---- MATERIAL TO PROCESS

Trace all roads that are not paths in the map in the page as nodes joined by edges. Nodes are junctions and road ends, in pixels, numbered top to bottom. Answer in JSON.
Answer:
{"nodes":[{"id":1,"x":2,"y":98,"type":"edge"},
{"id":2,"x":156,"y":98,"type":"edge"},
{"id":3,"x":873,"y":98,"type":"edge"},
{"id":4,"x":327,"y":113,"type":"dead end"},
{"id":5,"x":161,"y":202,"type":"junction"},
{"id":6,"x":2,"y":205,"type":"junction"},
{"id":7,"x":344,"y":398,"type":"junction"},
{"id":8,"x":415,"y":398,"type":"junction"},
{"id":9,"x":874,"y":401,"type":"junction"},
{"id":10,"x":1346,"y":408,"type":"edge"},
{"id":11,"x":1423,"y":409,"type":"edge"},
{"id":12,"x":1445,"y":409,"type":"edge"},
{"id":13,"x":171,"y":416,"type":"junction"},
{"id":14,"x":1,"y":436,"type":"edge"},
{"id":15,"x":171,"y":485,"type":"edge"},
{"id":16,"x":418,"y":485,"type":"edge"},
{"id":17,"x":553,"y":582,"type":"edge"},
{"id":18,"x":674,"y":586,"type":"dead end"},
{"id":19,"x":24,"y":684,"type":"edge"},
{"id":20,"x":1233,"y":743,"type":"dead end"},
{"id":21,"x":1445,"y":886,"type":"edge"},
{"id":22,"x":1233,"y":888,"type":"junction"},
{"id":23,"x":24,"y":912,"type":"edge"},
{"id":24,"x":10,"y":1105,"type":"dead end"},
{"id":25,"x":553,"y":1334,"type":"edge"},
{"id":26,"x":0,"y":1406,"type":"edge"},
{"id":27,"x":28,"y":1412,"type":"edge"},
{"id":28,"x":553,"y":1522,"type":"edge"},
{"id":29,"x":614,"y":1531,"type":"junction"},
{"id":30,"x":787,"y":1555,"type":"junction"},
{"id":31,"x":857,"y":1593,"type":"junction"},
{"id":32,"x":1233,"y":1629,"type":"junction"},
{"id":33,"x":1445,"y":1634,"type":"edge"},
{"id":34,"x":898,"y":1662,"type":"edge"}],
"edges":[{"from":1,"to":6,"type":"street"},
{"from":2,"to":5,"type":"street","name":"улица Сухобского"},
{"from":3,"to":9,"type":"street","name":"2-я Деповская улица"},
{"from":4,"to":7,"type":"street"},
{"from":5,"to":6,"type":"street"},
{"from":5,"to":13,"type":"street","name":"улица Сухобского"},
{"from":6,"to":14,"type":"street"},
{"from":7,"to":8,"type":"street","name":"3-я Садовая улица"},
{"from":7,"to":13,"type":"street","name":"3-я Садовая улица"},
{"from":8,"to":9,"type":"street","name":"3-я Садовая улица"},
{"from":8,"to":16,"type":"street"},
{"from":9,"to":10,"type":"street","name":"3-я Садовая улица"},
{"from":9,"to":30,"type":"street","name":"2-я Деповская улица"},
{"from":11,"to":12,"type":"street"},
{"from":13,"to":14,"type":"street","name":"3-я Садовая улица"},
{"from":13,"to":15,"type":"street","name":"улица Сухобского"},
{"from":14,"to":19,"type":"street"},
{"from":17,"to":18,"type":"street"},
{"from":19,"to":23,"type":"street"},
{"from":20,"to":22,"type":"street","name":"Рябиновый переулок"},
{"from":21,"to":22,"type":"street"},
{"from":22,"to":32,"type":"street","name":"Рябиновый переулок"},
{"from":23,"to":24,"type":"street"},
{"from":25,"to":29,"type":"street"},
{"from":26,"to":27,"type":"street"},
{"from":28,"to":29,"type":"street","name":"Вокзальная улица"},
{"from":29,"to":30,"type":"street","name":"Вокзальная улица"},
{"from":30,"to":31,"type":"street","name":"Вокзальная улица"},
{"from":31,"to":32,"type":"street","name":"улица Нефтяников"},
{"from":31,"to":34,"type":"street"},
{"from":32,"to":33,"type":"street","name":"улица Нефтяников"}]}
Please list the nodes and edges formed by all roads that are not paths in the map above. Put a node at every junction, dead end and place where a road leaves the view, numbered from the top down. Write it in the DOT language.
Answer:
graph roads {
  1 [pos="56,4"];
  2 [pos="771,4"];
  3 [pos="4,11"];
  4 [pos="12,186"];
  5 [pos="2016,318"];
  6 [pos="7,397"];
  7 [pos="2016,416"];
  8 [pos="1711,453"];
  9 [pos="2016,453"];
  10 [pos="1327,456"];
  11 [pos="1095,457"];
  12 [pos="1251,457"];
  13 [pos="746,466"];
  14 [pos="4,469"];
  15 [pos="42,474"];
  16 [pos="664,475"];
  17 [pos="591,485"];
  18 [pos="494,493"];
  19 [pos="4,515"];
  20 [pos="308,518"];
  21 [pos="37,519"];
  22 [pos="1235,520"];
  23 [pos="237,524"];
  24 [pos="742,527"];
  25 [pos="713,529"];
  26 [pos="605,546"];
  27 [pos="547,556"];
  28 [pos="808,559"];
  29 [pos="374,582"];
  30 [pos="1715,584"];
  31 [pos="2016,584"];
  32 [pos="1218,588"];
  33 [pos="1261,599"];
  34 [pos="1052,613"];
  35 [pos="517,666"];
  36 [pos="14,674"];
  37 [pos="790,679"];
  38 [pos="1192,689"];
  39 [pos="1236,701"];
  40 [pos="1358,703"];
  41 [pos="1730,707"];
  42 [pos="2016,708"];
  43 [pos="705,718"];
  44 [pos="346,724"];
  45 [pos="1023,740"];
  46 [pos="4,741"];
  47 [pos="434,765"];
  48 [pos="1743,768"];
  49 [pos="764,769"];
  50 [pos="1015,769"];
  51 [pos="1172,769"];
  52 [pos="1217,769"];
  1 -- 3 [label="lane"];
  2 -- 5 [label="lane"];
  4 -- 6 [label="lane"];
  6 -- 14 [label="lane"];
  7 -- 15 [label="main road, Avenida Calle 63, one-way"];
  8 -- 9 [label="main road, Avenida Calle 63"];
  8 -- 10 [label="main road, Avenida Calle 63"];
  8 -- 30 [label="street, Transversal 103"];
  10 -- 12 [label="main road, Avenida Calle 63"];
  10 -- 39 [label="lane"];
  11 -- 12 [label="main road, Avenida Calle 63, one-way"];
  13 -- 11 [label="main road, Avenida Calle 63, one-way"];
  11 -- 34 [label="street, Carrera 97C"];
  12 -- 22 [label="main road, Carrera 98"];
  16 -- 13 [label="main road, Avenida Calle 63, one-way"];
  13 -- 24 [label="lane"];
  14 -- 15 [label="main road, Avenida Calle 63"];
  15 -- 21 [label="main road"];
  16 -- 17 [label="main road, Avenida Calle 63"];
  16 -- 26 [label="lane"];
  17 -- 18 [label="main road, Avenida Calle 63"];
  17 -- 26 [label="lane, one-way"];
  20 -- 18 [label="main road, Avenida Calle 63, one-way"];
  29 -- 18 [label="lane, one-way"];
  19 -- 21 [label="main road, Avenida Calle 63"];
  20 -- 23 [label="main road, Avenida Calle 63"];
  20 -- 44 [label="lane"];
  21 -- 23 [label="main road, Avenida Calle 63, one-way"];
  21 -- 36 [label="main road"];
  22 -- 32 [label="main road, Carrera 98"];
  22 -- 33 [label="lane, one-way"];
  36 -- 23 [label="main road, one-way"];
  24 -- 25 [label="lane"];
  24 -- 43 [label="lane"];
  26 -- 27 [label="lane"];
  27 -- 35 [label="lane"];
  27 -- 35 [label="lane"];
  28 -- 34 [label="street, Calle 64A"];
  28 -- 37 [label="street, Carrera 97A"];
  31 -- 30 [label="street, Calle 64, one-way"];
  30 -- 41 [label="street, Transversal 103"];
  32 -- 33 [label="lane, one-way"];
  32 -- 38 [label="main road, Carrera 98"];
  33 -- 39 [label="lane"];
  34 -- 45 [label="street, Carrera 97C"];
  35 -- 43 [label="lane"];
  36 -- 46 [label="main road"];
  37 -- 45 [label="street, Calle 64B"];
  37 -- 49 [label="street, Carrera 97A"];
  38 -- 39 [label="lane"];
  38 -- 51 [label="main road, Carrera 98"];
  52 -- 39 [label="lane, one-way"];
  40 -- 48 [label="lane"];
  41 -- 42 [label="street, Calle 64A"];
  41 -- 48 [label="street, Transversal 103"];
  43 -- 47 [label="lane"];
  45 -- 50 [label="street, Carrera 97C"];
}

--------

▶ **PROBLEM TO WORK ON**
Line count for "Carrera": count the lines in the records above that hold this word, and give only the number.

▶ **YOUR RESPONSE**
9